NBC supports Nielsen’s attempt to have its sample reflect the population as a whole, but notes that historically, such rapid changes to the sample have cause ratings glitches.
- Nielsen’s sample has become more heavily weighted to include viewers in the Pacific time zone while counting fewer auds in the Central time zone.
- Despite assertions from Nielsen indicating increased videogame and DVD usage was behind the male declines, Wurtzel said the usage of DVDs, videogames and VCRs is flat vs. 2002.
- A wide variety of hit series are off their paces of a year ago, with their overall averages dragged down in large part due to young men. It’s across every network, comedies and dramas.
Television’s most-watched show, CBS drama “CSI,” for example, is down 45% year-to-year in men 18-24, but improves to a 24% decline in men 18-34 and is off just 10% in men 35-49. “West Wing” is down 54% in men 18-24, 27% in men 18-34 but just 8% in men 35-49. And UPN’s “WWE Smackdown” is off 35% in men 18-24, a better 20% in men 18-34 and is actually up 22% in men 35-49.
In each case, the year-to-year comparisons look much healthier for the shows among men 25-49 than 18-24.
“I don’t believe (the sample issue) is the only reason for the declines, but it’s a significant contributor,” Wertzel said. “The industry needs to focus on the sample and disabuse ourselves of the notion that it’s the programming or alternative (entertainment forms.)”

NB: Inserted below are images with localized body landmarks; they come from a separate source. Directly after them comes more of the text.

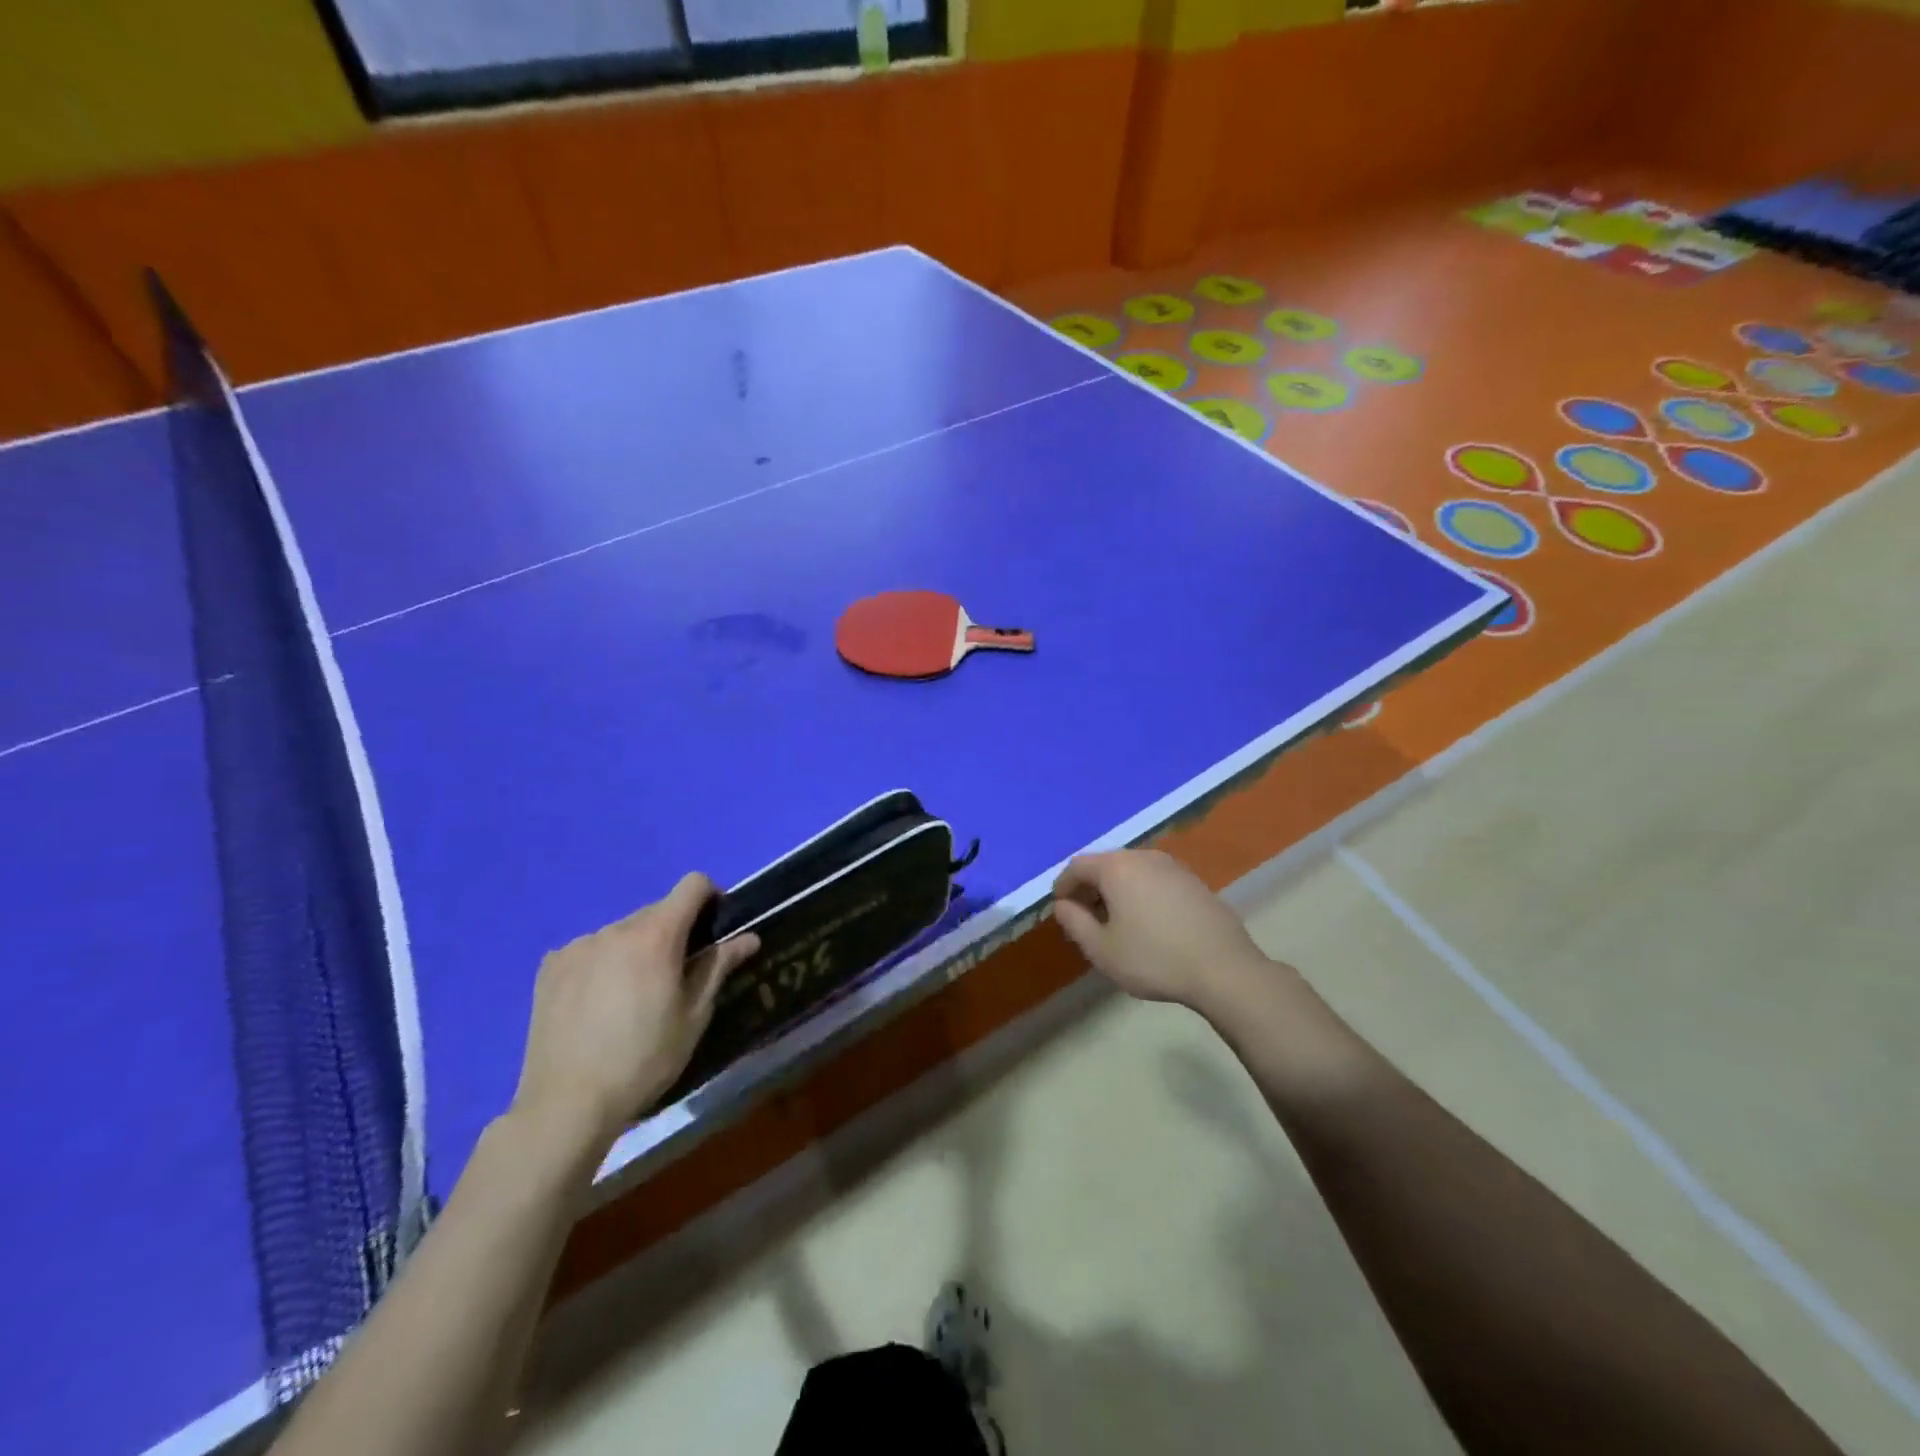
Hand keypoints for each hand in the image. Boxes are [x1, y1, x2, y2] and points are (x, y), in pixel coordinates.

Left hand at [512, 873, 759, 1150]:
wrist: (566, 1104)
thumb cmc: (644, 1060)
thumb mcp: (694, 1016)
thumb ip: (719, 966)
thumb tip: (748, 937)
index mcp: (656, 935)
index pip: (692, 885)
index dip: (711, 897)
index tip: (714, 927)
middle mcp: (616, 928)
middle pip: (657, 911)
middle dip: (673, 932)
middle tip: (676, 976)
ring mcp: (579, 946)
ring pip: (622, 932)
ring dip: (636, 949)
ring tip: (632, 996)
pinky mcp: (550, 966)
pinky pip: (589, 950)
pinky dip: (602, 964)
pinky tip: (597, 1004)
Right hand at [1053, 850, 1267, 1010]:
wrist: (1224, 969)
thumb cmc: (1154, 959)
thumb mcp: (1102, 950)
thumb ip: (1074, 923)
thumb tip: (1062, 905)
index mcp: (1116, 867)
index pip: (1078, 866)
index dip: (1064, 886)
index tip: (1060, 909)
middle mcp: (1144, 857)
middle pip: (1106, 864)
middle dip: (1090, 887)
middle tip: (1085, 917)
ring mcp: (1173, 866)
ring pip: (1132, 871)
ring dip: (1117, 890)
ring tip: (1116, 922)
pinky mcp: (1194, 881)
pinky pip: (1155, 880)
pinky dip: (1142, 893)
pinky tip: (1148, 922)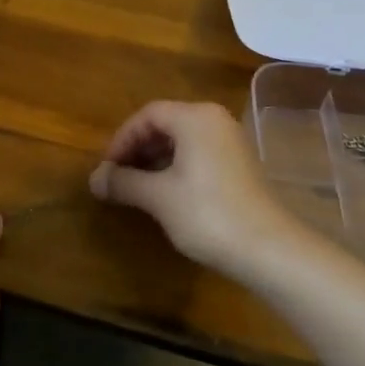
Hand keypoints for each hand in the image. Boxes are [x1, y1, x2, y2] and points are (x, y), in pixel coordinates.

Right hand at [89, 101, 294, 273]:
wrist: (271, 251)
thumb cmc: (208, 214)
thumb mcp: (158, 197)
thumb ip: (123, 182)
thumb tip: (93, 179)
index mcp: (195, 117)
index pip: (147, 115)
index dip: (121, 139)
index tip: (108, 167)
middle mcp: (214, 120)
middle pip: (165, 124)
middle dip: (137, 149)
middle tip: (119, 177)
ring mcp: (230, 142)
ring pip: (182, 141)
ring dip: (155, 160)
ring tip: (138, 188)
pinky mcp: (240, 165)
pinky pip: (198, 154)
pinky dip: (176, 167)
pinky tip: (167, 195)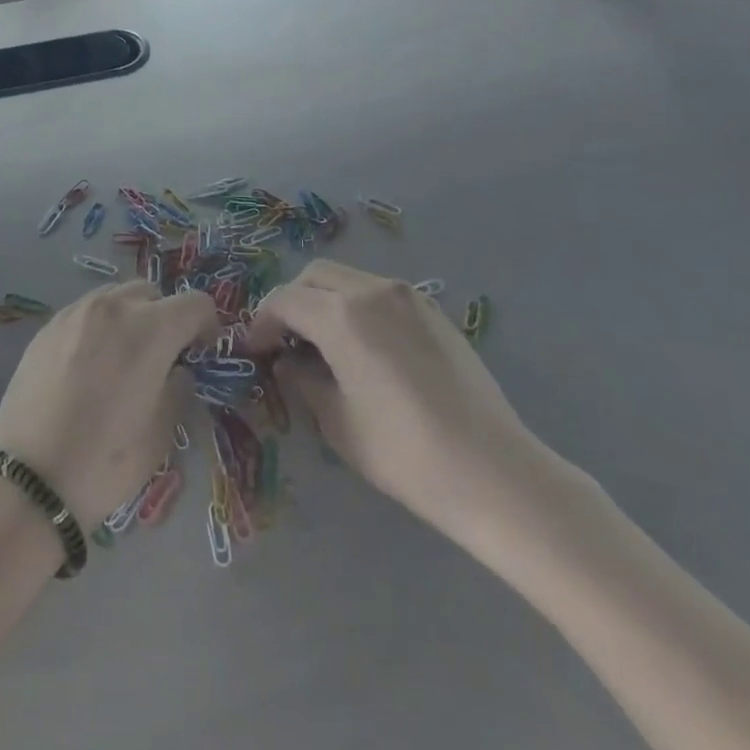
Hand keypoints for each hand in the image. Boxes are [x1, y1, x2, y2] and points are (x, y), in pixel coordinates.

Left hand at [0, 282, 215, 530]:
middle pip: (153, 292)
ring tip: (122, 359)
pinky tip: (88, 365)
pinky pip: (85, 312)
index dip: (207, 326)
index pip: (195, 303)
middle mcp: (113, 307)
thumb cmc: (104, 462)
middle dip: (165, 317)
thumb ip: (178, 388)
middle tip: (161, 357)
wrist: (27, 479)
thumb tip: (176, 370)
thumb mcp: (161, 434)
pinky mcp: (47, 326)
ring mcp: (75, 312)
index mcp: (150, 330)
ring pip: (116, 296)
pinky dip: (98, 327)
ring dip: (130, 317)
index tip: (201, 354)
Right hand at [248, 260, 559, 549]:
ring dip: (324, 301)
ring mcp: (408, 296)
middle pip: (314, 276)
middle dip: (292, 302)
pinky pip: (379, 293)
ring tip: (323, 344)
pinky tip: (364, 348)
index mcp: (342, 315)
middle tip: (285, 341)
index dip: (261, 322)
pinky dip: (356, 307)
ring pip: (348, 279)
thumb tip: (288, 361)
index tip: (254, 349)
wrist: (494, 473)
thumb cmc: (404, 453)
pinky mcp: (433, 311)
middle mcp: (372, 290)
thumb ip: (302, 379)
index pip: (284, 300)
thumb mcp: (336, 421)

Nielsen senior VP of communications Jack Loftus takes issue with some of NBC’s interpretation of the data.
For example, he noted the dramatic decline in overall TV viewing time by Hispanic males is much less notable when looked at over the course of several months (though Wurtzel said Nielsen has only supplied NBC with the first two weeks of data.)
He also insisted that videogame, DVD and Internet usage is up year-to-year.
Yet Loftus also conceded that the Hispanic audience sample issue, along with other factors cited by NBC, could account for 2% or 3% of the 7% young male decline seen at the start of the season.
“I don’t think (the Hispanic) issue holds up as a major cause (of the decline), but it’s a factor,” he said. “In the end, it’ll probably be 10 factors. When you’re looking at a narrow demo like men 18-24, you’re going to see some big blips.”
As for NBC charges that Nielsen isn’t dealing with the issue in a speedy fashion, Loftus said it’s taken time for the company to analyze its data, write new software to process the data and review all the results.
“The want answers and they deserve answers,” he said. “It’s a lot of money at stake. It’s never going to be fast enough and we’re working on it as fast as we can.”
Nielsen is set to issue a new report on the ratings controversy within the next two weeks, although as recently as last week, the company was standing by its numbers.
Wurtzel said he’s not trying to attack Nielsen. He simply wants a resolution.
“It’s in no one’s best interest to have the measuring system questioned in any way,” he said. “This is a real issue we look at, and only Nielsen can answer our questions.”